Fall 2019 HC 421H: Reading New Religions

Fall 2019-2020

Professor: Anne Kreps

4.00 credits

  • CRN 16649: Tuesday & Thursday, 14:00 - 15:20 @ FR 225

The Bible is the most widely read book in America.  On one hand, it is a collection of old texts, written for the inhabitants of the ancient Near East. On the other hand, it is the foundational book for religions both old and new. From the UFO-based Raelian movement to the Gnostic Church, new religions percolate across the country. This seminar is about how new religions read ancient biblical texts. What creative process is followed in the formation of a religion? How do new religions interpret biblical texts to gain legitimacy? How does the Bible influence their relation to dominant religious culture in the United States? In this seminar, we will read ancient and modern sacred texts to appreciate the dynamic features of religious systems. In the process, we will also discuss how to study religious movements without passing judgment on their belief systems.

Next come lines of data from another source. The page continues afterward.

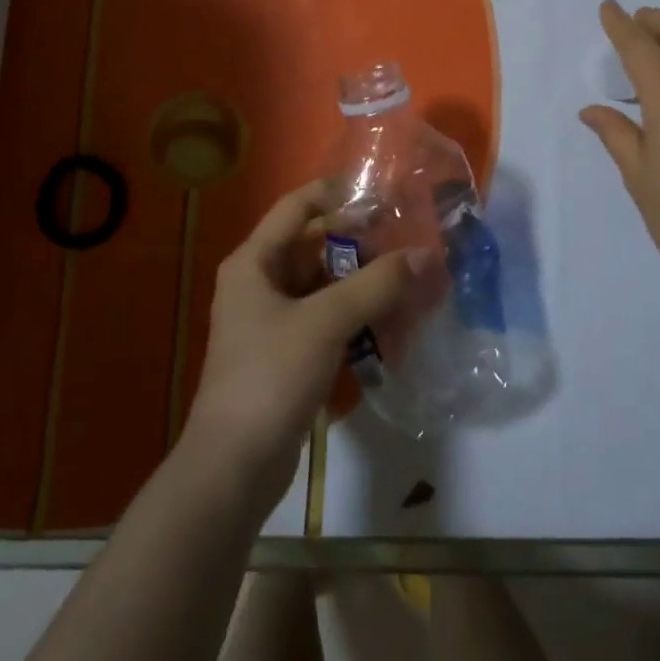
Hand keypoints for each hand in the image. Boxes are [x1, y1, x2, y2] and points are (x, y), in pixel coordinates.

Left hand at [185, 179, 439, 507]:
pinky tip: (392, 320)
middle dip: (360, 242)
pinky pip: (326, 318)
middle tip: (406, 238)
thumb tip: (425, 255)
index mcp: (254, 261)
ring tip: (408, 276)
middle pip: (314, 245)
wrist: (234, 467)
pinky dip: (356, 314)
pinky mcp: (287, 353)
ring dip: (362, 281)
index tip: (381, 193)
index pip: (297, 206)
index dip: (336, 193)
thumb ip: (376, 284)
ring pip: (324, 284)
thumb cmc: (270, 376)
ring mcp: (272, 320)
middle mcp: (259, 282)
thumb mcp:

This is a research-based reading course, built around seminar discussions. Course materials include biblical texts such as Genesis, the Gospel of John, and Revelation, as well as the religious literature of new religions-the writings of Reverend Sun Moon, Rael, and the Branch Davidians, among others. Our close reading of ancient texts will be paired with the study of eight new religions. Each week, one class session will be dedicated to studying an ancient text in its historical context, and the second session will focus on its interpretation by new religions. We study how these movements read biblical texts to shape theories of creation, sexual mores, and expectations of the apocalypse.

In addition, students will complete a final research project on the New Religious Movement of their choice.